**Records excerpted from a collection:**
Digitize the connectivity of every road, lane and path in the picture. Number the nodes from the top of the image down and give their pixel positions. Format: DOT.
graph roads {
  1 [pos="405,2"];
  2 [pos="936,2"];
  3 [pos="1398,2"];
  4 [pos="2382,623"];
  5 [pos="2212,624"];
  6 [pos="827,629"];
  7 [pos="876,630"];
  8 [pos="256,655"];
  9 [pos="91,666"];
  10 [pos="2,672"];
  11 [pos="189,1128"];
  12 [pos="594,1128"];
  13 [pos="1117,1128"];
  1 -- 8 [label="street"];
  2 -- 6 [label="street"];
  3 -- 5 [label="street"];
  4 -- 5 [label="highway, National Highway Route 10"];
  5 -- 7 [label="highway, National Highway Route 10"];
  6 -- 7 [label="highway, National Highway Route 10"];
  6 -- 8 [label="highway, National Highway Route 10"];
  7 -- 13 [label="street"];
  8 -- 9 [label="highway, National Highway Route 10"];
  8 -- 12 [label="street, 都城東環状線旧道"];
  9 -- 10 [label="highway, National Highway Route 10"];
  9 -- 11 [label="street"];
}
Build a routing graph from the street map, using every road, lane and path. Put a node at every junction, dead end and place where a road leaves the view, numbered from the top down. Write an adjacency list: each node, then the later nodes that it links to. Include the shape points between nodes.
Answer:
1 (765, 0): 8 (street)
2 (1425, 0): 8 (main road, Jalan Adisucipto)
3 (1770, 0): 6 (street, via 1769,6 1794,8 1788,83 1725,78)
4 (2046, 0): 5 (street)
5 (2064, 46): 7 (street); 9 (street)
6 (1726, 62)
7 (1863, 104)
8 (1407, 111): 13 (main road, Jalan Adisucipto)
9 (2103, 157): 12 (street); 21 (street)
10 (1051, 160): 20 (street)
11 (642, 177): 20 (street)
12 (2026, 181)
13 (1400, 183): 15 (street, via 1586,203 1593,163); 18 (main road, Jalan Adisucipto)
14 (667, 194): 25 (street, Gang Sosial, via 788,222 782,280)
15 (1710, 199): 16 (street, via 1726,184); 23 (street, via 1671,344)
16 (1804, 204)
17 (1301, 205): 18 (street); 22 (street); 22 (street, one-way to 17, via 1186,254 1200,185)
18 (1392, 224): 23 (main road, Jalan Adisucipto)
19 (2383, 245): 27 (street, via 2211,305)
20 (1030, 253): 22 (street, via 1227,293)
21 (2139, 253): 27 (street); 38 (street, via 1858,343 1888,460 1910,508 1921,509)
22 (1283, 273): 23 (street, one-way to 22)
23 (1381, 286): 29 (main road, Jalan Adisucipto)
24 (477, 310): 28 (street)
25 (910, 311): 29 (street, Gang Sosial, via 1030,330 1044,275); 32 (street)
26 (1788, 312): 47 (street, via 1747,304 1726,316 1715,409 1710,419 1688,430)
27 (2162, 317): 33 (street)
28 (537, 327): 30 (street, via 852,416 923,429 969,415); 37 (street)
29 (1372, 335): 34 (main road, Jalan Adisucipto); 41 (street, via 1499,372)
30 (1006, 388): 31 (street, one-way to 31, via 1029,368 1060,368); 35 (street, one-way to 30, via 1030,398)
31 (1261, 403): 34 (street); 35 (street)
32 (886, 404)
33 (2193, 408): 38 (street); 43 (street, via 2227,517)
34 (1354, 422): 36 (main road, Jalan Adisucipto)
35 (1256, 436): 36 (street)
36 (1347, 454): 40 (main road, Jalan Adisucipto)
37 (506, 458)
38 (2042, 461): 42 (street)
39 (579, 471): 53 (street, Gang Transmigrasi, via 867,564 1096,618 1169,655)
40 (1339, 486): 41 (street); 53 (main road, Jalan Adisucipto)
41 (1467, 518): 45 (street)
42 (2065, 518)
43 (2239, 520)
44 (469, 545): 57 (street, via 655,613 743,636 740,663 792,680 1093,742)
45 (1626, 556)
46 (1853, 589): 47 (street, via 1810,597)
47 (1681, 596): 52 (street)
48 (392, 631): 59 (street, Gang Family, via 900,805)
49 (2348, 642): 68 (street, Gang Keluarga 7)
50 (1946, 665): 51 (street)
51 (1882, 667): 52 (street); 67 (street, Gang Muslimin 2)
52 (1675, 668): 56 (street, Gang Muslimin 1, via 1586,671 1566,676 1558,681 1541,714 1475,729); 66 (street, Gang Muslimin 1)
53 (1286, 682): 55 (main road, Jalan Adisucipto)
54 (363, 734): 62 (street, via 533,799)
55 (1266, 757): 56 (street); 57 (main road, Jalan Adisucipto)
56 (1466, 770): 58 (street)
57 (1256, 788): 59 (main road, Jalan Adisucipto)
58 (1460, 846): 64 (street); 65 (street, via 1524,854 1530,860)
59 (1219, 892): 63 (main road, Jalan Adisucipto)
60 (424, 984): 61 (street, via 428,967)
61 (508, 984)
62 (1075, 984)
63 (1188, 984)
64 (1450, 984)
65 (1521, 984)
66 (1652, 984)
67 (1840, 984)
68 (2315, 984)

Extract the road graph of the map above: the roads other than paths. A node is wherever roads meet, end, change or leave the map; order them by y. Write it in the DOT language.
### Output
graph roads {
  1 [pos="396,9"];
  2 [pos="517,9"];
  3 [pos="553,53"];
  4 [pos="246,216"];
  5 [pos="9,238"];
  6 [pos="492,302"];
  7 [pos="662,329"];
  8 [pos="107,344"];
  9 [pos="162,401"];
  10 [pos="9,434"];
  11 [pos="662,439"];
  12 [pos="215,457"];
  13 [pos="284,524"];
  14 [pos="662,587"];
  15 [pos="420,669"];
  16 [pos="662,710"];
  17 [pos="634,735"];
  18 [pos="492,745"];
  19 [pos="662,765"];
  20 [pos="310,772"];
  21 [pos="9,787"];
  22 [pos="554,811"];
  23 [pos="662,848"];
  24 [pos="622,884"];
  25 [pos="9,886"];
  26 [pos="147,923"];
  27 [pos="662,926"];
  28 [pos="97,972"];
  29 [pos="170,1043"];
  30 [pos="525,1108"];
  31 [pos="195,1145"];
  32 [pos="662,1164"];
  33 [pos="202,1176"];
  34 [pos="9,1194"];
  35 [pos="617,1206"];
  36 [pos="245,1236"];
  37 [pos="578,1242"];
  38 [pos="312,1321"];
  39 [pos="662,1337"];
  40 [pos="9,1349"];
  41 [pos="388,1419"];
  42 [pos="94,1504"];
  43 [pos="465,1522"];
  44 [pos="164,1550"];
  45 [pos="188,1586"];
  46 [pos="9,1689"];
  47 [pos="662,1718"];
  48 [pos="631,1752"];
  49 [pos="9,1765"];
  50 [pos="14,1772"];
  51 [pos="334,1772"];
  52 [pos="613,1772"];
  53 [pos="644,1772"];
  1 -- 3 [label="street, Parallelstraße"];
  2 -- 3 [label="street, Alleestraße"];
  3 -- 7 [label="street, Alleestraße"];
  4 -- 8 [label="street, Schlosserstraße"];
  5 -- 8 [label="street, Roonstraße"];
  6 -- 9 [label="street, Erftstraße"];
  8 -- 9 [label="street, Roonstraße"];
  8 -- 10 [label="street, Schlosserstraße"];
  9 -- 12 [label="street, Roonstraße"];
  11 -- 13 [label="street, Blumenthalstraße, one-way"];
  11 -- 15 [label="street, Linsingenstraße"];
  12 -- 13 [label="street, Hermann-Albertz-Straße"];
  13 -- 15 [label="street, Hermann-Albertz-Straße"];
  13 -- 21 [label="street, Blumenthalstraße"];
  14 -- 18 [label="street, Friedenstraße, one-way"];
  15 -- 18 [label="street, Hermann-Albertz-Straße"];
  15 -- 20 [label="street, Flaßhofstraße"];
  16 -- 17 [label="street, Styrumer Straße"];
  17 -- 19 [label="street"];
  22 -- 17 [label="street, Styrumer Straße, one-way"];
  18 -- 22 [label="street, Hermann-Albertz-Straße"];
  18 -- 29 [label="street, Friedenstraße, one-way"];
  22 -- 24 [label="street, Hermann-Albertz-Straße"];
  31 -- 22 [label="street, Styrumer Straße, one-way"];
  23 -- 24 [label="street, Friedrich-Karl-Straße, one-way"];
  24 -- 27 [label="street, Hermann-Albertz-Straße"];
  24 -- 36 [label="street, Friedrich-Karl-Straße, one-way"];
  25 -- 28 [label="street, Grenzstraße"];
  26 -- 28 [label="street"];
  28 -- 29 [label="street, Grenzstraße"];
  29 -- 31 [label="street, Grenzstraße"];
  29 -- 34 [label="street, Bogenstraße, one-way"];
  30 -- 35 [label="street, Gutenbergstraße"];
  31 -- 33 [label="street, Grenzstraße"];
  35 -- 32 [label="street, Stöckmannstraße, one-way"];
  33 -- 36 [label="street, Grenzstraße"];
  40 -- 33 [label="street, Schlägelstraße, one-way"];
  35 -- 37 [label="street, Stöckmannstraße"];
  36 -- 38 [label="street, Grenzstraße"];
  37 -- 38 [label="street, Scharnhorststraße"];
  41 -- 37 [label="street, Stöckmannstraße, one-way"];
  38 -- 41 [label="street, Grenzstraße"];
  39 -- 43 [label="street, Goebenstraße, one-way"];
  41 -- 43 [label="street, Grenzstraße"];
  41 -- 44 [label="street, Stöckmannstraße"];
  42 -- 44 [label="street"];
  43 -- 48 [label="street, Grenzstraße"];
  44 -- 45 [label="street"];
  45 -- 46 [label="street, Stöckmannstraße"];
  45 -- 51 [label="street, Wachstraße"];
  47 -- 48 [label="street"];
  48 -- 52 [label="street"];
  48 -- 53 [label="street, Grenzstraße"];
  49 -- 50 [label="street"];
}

**Exercise goal:**
Look over the records above, and wherever a line contains the string "Blumenthalstraße", copy that line.

**Response for this exercise:**
  11 -- 13 [label="street, Blumenthalstraße, one-way"];
  13 -- 21 [label="street, Blumenthalstraße"];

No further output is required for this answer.